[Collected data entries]
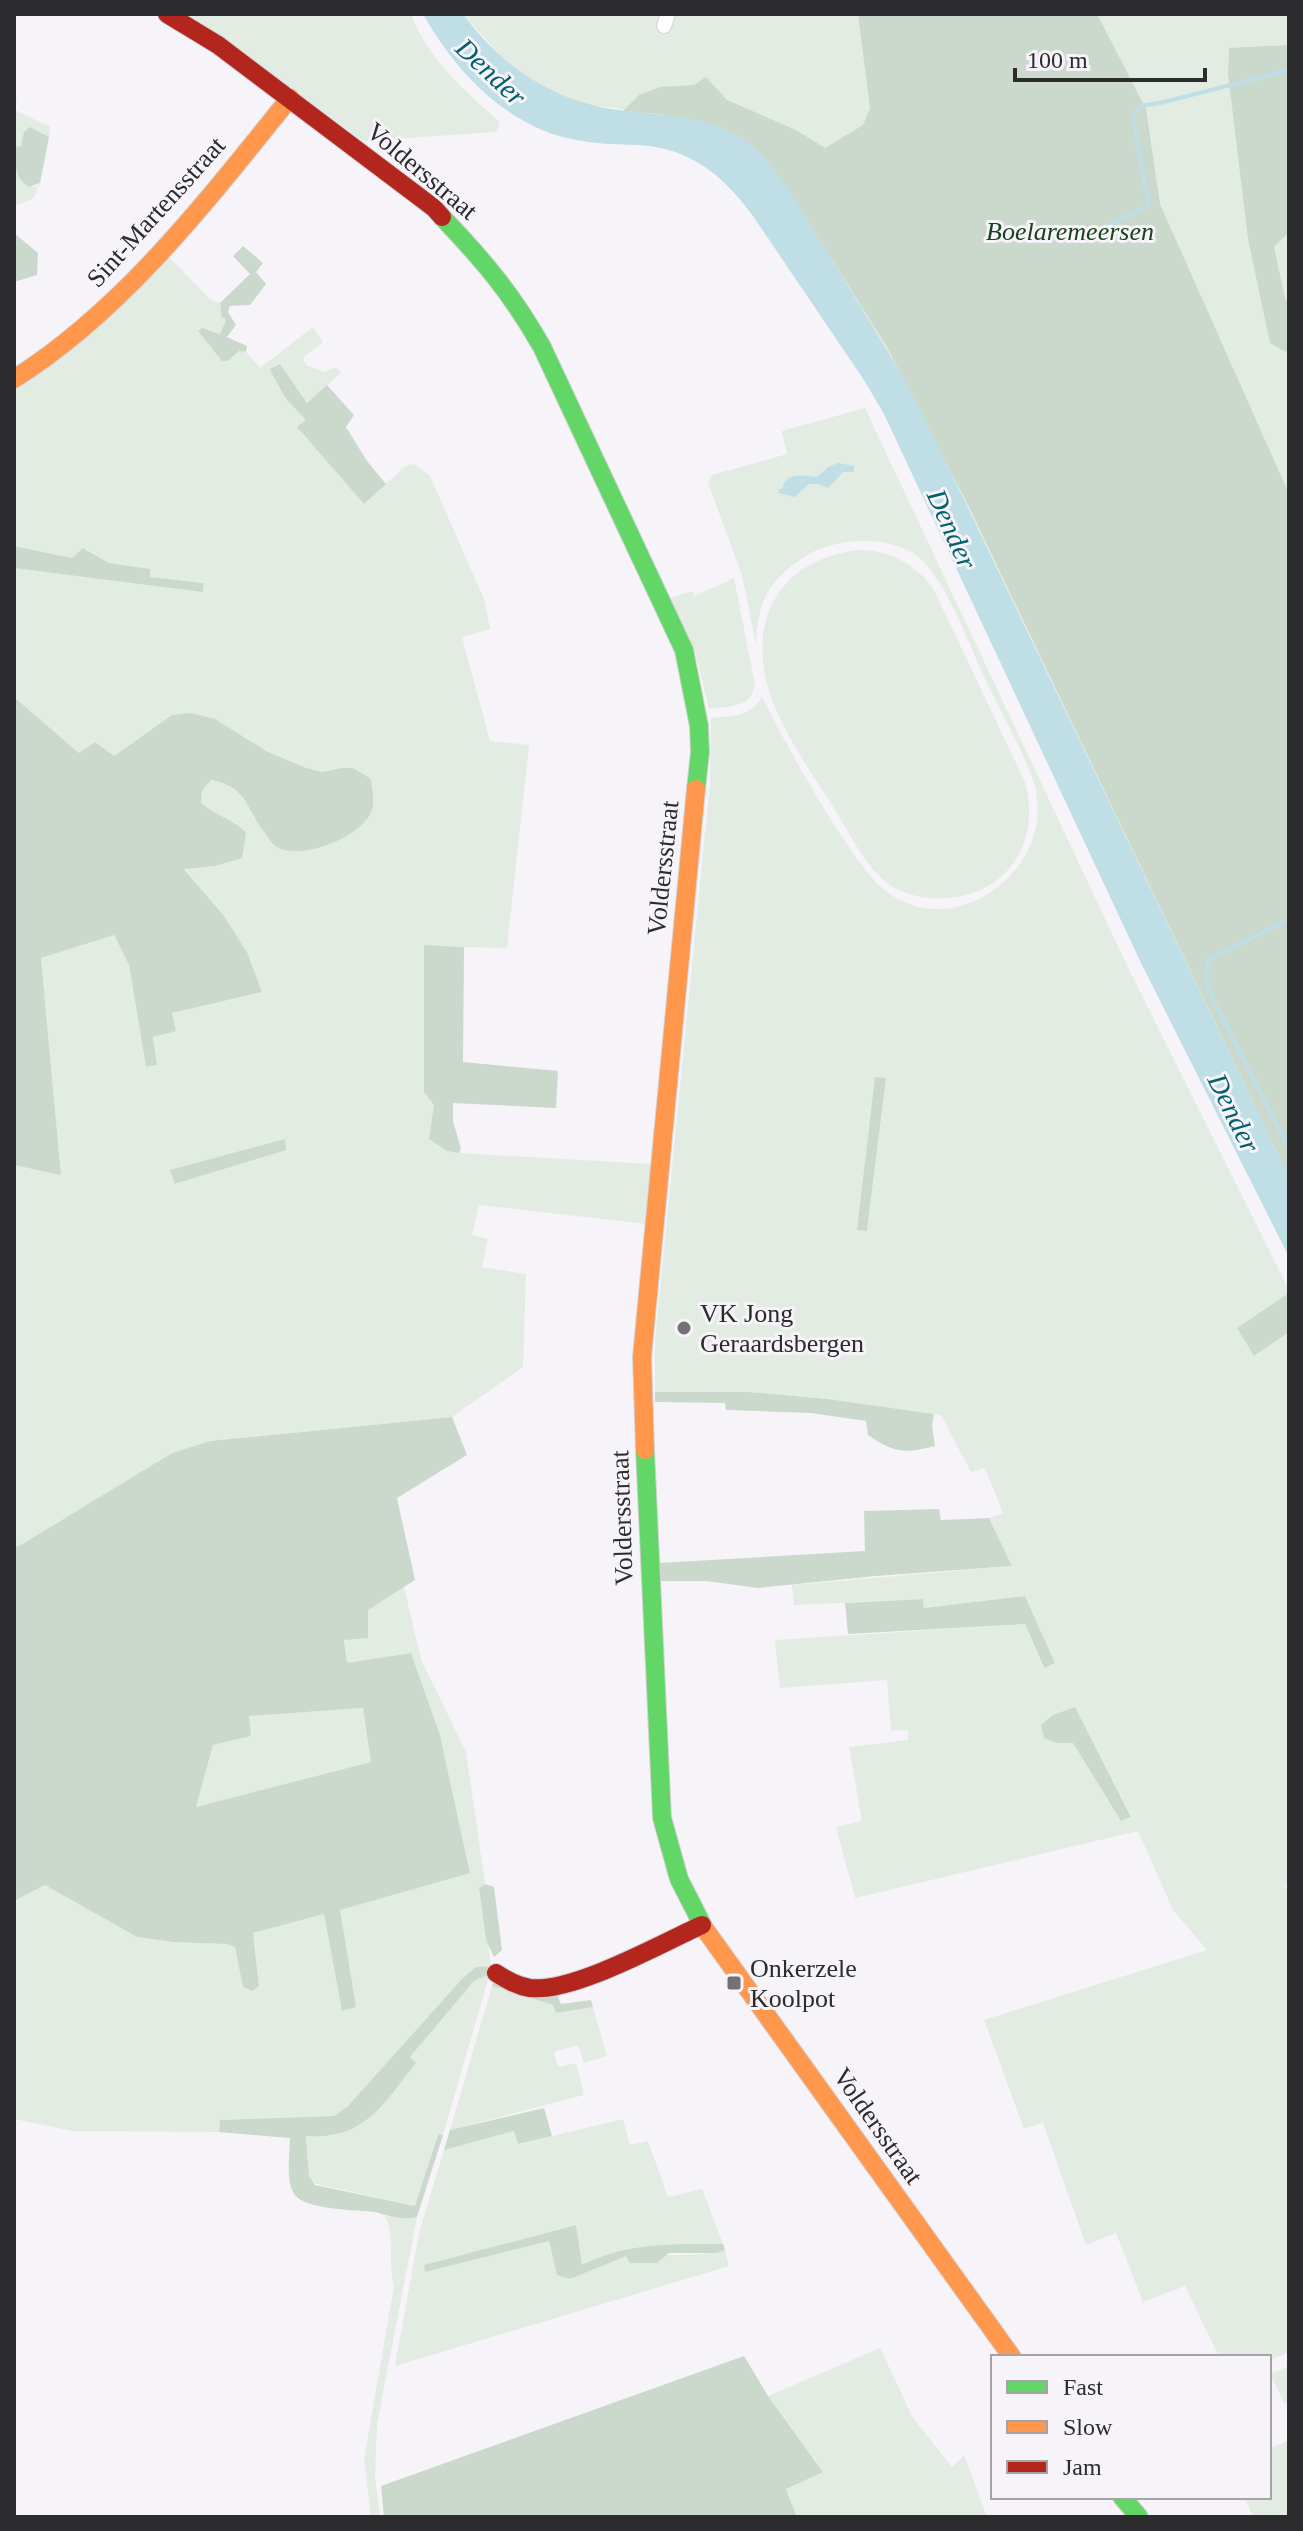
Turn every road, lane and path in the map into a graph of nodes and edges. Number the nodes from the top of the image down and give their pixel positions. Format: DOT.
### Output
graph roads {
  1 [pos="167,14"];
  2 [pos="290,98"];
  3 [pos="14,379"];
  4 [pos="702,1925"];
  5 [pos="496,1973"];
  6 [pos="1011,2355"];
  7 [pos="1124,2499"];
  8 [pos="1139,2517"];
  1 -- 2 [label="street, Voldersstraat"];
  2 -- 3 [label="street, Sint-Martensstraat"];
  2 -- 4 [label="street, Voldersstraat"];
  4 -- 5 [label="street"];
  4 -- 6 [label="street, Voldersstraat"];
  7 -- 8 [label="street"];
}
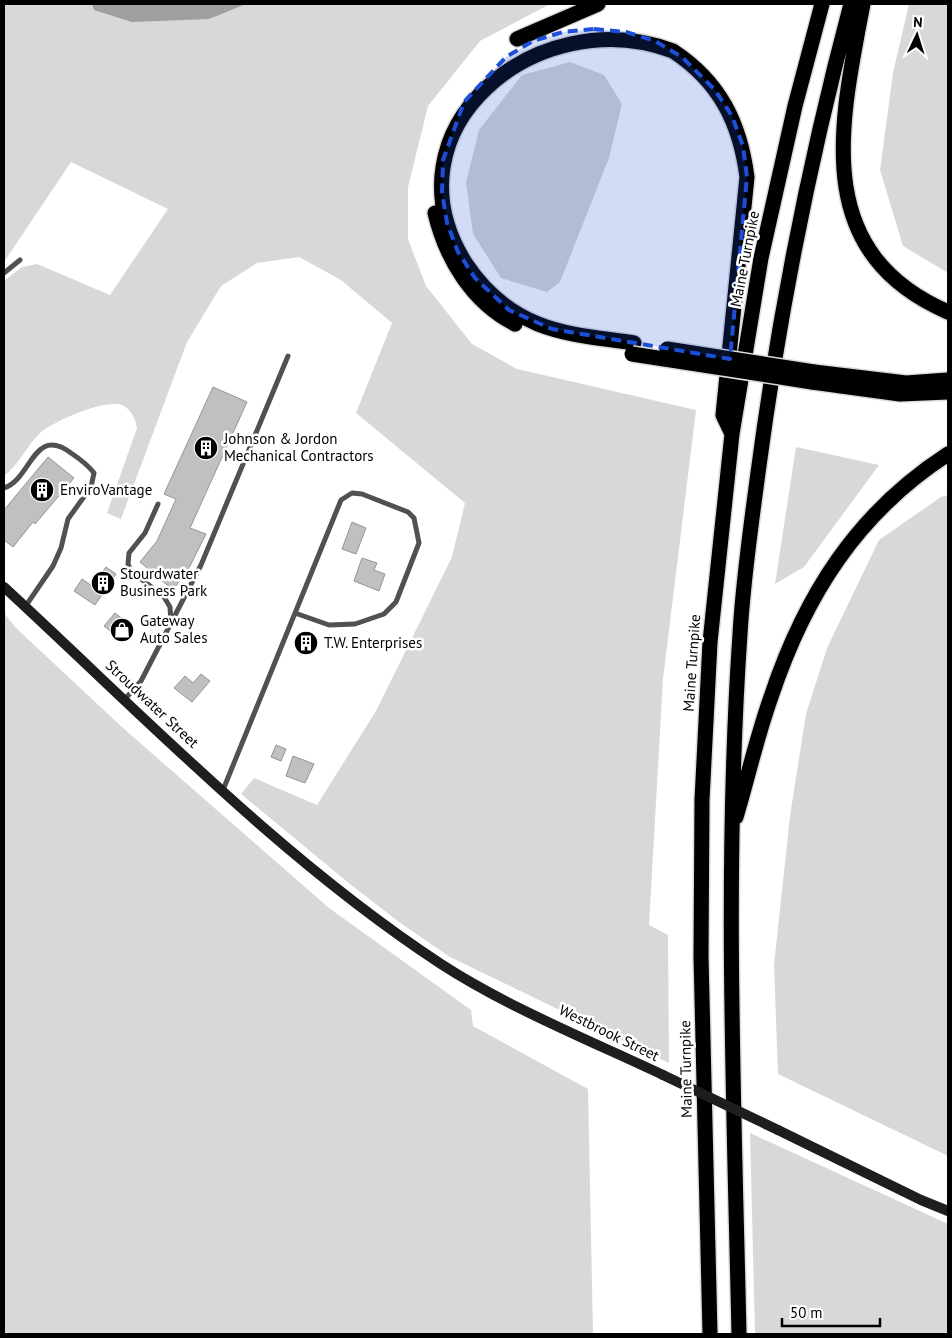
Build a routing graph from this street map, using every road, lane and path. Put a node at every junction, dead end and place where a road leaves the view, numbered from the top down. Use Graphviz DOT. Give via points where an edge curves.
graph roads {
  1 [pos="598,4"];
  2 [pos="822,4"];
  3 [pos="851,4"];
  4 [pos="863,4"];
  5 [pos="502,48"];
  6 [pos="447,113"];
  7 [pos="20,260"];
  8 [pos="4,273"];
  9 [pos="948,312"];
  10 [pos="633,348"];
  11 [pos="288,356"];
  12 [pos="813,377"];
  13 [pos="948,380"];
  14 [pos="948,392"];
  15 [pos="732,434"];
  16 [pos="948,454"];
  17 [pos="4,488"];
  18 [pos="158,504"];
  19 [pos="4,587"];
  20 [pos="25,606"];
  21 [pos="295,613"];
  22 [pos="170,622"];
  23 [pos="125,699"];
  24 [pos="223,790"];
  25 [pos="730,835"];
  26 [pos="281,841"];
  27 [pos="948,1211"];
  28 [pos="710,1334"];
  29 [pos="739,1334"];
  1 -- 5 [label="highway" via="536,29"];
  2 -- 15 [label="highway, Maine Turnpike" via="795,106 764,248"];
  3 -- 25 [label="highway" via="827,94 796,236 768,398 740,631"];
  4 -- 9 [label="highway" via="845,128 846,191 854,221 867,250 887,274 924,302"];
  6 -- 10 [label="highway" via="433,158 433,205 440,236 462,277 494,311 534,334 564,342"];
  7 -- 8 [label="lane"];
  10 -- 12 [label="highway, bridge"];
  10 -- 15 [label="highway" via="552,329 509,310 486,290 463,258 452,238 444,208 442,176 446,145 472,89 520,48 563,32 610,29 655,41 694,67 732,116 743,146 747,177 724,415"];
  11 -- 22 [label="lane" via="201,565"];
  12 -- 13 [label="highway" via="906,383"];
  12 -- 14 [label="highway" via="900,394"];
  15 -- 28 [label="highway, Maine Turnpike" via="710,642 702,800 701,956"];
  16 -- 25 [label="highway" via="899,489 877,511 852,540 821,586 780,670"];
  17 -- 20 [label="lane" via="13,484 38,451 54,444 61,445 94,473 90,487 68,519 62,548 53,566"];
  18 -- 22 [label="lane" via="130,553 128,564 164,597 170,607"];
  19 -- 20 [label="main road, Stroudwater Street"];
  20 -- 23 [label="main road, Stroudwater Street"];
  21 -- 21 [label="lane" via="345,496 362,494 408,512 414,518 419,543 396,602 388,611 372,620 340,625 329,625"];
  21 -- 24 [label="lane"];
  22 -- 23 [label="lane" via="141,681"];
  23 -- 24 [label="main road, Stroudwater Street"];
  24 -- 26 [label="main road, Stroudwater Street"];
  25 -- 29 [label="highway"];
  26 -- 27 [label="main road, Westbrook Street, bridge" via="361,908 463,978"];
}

What to do » Each line of the data that holds the word "every" should be copied.

Reply »
Turn every road, lane and path in the map into a graph of nodes and edges. Number the nodes from the top of the image down and give their pixel positions. Format: DOT.
Build a routing graph from this street map, using every road, lane and path. Put a node at every junction, dead end and place where a road leaves the view, numbered from the top down. Use Graphviz DOT. Give via points where an edge curves.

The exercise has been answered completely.